***** Extracted material *****

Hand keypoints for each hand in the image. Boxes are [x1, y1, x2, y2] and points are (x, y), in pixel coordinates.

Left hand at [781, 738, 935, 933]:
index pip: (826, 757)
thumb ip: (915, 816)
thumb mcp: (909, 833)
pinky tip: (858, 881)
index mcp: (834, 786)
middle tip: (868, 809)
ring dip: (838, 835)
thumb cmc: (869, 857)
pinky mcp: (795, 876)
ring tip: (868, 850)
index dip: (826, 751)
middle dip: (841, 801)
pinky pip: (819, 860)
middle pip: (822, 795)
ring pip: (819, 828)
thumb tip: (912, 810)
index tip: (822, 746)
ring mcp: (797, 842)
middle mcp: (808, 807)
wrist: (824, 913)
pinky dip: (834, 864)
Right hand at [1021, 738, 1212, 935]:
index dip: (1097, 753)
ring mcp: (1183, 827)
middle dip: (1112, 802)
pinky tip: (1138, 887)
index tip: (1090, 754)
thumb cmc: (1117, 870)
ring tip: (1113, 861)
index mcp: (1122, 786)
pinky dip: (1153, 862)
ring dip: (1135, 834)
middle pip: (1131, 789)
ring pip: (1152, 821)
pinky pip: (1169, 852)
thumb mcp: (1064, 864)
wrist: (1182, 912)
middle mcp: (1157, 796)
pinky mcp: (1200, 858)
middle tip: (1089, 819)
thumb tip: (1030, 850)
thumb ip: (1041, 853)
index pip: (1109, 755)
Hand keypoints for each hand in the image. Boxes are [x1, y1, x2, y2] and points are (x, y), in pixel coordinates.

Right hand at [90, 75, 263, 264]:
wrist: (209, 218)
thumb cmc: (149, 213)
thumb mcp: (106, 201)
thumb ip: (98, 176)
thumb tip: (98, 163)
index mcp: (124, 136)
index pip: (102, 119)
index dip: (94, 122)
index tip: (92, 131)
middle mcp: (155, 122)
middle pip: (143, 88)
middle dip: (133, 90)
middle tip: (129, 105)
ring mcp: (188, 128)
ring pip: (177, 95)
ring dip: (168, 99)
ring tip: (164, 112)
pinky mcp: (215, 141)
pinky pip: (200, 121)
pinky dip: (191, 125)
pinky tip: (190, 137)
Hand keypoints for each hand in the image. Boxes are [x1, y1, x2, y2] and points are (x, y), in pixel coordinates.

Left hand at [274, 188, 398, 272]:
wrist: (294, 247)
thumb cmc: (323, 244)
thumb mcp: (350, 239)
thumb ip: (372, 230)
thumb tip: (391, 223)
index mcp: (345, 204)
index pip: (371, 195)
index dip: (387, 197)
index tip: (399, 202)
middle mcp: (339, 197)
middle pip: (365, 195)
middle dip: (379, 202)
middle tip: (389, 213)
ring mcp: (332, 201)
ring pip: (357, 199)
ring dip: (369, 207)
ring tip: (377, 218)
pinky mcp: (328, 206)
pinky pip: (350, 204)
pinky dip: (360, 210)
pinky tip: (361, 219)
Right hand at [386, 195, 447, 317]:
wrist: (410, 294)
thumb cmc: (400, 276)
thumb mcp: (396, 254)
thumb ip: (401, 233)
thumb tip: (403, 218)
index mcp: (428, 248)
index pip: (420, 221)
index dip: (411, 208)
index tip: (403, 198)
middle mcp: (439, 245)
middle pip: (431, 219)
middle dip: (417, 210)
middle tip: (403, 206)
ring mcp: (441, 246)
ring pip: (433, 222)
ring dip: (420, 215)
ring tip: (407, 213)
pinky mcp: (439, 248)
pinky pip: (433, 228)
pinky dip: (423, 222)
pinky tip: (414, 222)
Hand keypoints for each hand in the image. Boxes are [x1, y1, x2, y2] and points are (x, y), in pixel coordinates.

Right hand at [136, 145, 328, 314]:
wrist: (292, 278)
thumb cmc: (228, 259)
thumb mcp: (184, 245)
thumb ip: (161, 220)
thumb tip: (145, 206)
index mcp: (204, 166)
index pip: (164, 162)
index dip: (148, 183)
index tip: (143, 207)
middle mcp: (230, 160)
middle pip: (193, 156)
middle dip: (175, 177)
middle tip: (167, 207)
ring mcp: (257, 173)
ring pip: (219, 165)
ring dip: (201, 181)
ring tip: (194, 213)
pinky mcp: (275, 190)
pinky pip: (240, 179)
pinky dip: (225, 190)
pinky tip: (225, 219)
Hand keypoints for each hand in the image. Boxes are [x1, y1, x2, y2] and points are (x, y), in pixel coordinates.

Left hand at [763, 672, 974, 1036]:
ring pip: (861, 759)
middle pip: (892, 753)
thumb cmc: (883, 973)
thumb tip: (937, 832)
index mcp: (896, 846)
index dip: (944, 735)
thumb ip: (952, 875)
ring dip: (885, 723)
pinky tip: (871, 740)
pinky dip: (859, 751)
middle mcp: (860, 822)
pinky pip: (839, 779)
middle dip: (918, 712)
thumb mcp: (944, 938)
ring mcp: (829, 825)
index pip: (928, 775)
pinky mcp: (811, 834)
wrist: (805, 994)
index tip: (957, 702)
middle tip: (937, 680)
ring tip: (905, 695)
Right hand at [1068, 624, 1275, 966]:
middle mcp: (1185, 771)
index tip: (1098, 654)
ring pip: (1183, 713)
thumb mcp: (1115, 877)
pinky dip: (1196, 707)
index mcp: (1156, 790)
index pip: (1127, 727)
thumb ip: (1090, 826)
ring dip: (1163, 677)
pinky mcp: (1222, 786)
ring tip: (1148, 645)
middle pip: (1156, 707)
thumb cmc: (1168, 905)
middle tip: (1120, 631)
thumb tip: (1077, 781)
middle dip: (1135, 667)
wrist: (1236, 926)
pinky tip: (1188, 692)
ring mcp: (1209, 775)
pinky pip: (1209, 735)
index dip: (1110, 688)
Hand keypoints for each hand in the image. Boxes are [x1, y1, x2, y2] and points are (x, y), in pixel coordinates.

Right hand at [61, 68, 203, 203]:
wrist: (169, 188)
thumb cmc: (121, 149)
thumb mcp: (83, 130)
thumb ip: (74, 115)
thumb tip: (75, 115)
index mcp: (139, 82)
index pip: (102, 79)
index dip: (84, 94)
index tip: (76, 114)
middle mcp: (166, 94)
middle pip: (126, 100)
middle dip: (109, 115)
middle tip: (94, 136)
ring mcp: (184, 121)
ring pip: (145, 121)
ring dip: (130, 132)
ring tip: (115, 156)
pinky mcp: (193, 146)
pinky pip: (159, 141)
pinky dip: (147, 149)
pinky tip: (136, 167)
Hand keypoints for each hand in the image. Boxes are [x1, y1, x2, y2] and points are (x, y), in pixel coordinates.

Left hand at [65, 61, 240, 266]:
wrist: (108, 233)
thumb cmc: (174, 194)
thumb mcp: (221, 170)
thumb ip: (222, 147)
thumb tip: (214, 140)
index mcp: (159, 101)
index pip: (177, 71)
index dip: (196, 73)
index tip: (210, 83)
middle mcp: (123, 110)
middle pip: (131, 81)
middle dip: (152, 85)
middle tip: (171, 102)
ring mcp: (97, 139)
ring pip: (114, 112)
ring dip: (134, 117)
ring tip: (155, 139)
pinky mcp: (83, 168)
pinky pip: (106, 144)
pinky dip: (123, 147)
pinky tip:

*****

Work required:
Reproduce all of the entries word for word. Omit nothing.

Solution to the exercise:
Hand keypoints for each hand in the image. Boxes are [x1, y1, x2, y2] and points are (x, y), in pixel coordinates.

Left hand at [781, 738, 935, 933]:
index pip: (826, 757)
thumb ip: (915, 816)
thumb mcp: (909, 833)
pinky tip: (858, 881)
index mcp: (834, 786)
middle tip: (868, 809)
ring dip: (838, 835)
thumb cmc: (869, 857)
pinky mcp: (795, 876)
ring tip: (868, 850)
index dip: (826, 751)
middle dip: (841, 801)
pinky pip: (819, 860)
middle pip: (822, 795)
ring pip: (819, 828)
thumb tip: (912, 810)
index tip: (822, 746)
ring mcp: (797, 842)
middle mcp: (808, 807)
wrist: (824, 913)
pinky dip: (834, 864)
Right hand at [1021, 738, 1212, 935]:
index dip: (1097, 753)
ring mcp: (1183, 827)
middle dip: (1112, 802)
pinky tip: (1138, 887)
index tip: (1090, 754)
thumb cmc: (1117, 870)
ring tip: (1113, 861)
index mcp: (1122, 786)
pinky dip: (1153, 862)
ring dip: (1135, 834)
middle pip: (1131, 789)
ring pip: (1152, 821)
pinky pip: (1169, 852)
thumb mcp: (1064, 864)
wrist: (1182, 912)
middle mcp: (1157, 796)
pinky mcp: (1200, 858)
middle tip: (1089, 819)
thumb tip: (1030, 850)
thumb ip: (1041, 853)
index pip: (1109, 755)
Hand keypoints for each hand in the image. Boxes are [x1, y1, x2, y2] and points are (x, y), in pixel coordinates.

Right hand at [90, 75, 263, 264]:
wrist: (209, 218)
thumb cmc: (149, 213)
thumb mcp: (106, 201)
thumb ip: (98, 176)
thumb tip: (98, 163)
index mcp: (124, 136)
index pip: (102, 119)
index dip: (94, 122)
index tip: (92, 131)
middle mcp: (155, 122)
middle pip: (143, 88)
middle dip: (133, 90)
middle tip: (129, 105)
ring mcp: (188, 128)
ring pip: (177, 95)
ring dip: (168, 99)
ring tip: (164, 112)
pinky mcp: (215, 141)
pinky pip: (200, 121)
pinky dip: (191, 125)
pinky tip: (190, 137)
Hand keypoints for each hand in the image. Boxes are [x1, y1, x2, y2] and points are (x, y), in pixel coordinates.

Left hand at [274, 188, 398, 272]:
wrist: (294, 247)
thumb cmc: (323, 244)
thumb mcp: (350, 239)
thumb ip: (372, 230)
thumb tip: (391, 223)
index mcp: (345, 204)
index pip: (371, 195)
index dip: (387, 197)
index tip: (399, 202)
middle mcp: (339, 197)
middle pip: (365, 195)
middle dip: (379, 202)
middle tip: (389, 213)
ring mcp: (332, 201)
ring pip: (357, 199)
ring dip: (369, 207)
ring tip: (377, 218)
pinky mcp: (328, 206)
pinky pip: (350, 204)
pinky dip: (360, 210)
pinky tip: (361, 219)
Right hand at [386, 195, 447, 317]:
wrist: (410, 294)
thumb cmc: (400, 276)
thumb mcp: (396, 254)
thumb ip: (401, 233)
thumb tip: (403, 218)
index mcp: (428, 248)
index pip: (420, 221)
index dip: (411, 208)
index tip: (403, 198)
middle mcp: (439, 245)
middle pip: (431, 219)
middle dip: (417, 210)
middle tip: (403, 206)
ring mcp: (441, 246)
ring pip: (433, 222)
ring dip: (420, 215)
ring tip: (407, 213)
pinky mcp: (439, 248)
pinky pip: (433, 228)
pinky dip: (423, 222)
pinky tip: (414, 222)
Hand keypoints for each hand in the image. Boxes are [x1, y1, x2, y2] and points are (x, y), in pixel coordinates.

Right hand at [136, 145, 328, 314]:
wrist: (292, 278)
thumb cmc: (228, 259)
thumb mcp: (184, 245)
thumb ip: (161, 220)
thumb tip: (145, 206)
index mcp: (204, 166)
index pip: (164, 162)
index dip: (148, 183)
index tip: (143, 207)
middle mcp: (230, 160)
middle pip: (193, 156)
middle dip: (175, 177)
middle tip: (167, 207)
ring mcp: (257, 173)
ring pip: (219, 165)
ring dip: (201, 181)
ring tip: (194, 213)
pinky mcp: (275, 190)
pinky pip: (240, 179)
pinky dip: (225, 190)
pinky tip: (225, 219)
Hand keypoints for each hand in the image. Boxes are [x1, y1, x2, y2] and points are (x, y), in pixel coordinates.

Left hand at [763, 672, 974, 1036]:
ring pip: (861, 759)
middle pip: (892, 753)
thumb cmc: (883, 973)
thumb tip: (937, 832)
index mcp: (896, 846)
index dip: (944, 735)
thumb ip: (952, 875)
ring dip: (885, 723)
pinky tip: (871, 740)
pinky dip: (859, 751)
middle mcp: (860, 822)
pinky pip: (839, 779)
middle dip: (918, 712)
thumb mcp: (944, 938)
ring mcp: (829, 825)
index pip: (928, 775)
pinky mcp: (811, 834)
wrist: (805, 994)
index tip: (957, 702)
middle tip: (937, 680)
ring tip: (905, 695)
Right hand at [1068, 624, 1275, 966]:
middle mcp: (1185, 771)
index tip: (1098, 654)
ring pip: (1183, 713)
thumb mcp: (1115, 877)
pinky dip: (1196, 707)
index mcp: (1156, 790)
index pip: (1127, 727)
thumb ip: (1090, 826)
ring dip: (1163, 677)
pinky mcp: (1222, 786)
ring tip: (1148, 645)
middle pip: (1156, 707)
thumb cmc: (1168, 905)
middle tip: (1120, 631)
thumb tip: (1077, 781)
middle dip: (1135, 667)
wrist: (1236, 926)
pinky tip: (1188, 692)
ring mcp: (1209, 775)
pinky pip: (1209, 735)
index dip: (1110, 688)
Hand keypoints for each hand in the image. Boxes are [x1, y1, x2, y2] and points are (x, y), in pixel coordinates.

Right hand at [61, 68, 203, 203]:
wrist: (169, 188)
thumb cmc: (121, 149)
thumb mcp: (83, 130)
thumb ip: (74, 115)
thumb tip: (75, 115)
index mcp: (139, 82)
index pip: (102, 79)
index dip: (84, 94)
index tip: (76, 114)
middle mcp: (166, 94)
middle pip: (126, 100)
middle dip: (109, 115)
middle tip: (94, 136)
ring mcp: (184, 121)
ring pip: (145, 121)
ring dip: (130, 132)
ring tip: (115, 156)
pinky mcp: (193, 146)
pinky pip: (159, 141)
pinky dip: (147, 149)
pinky tip: (136, 167)
Hand keypoints for each hand in the image. Boxes are [x1, y1, x2, y2] and points are (x, y), in pixel coordinates.

Left hand at [65, 61, 240, 266]:
wrist: (108, 233)
thumb cmc: (174, 194)
thumb mcp: (221, 170)
thumb ip: (222, 147)
thumb tip: (214, 140)
index mcp: (159, 101)
index pip: (177, 71)
index dip: (196, 73)
index tip: (210, 83)
middle mcp: (123, 110)
middle pip: (131, 81)
middle dip: (152, 85)
middle tip: (171, 102)
ring mcp: (97, 139)
ring pip: (114, 112)
ring dip: (134, 117)
ring tip: (155, 139)
pinky mcp: (83, 168)
pinky pip: (106, 144)
pinky dip: (123, 147)
pinky tip:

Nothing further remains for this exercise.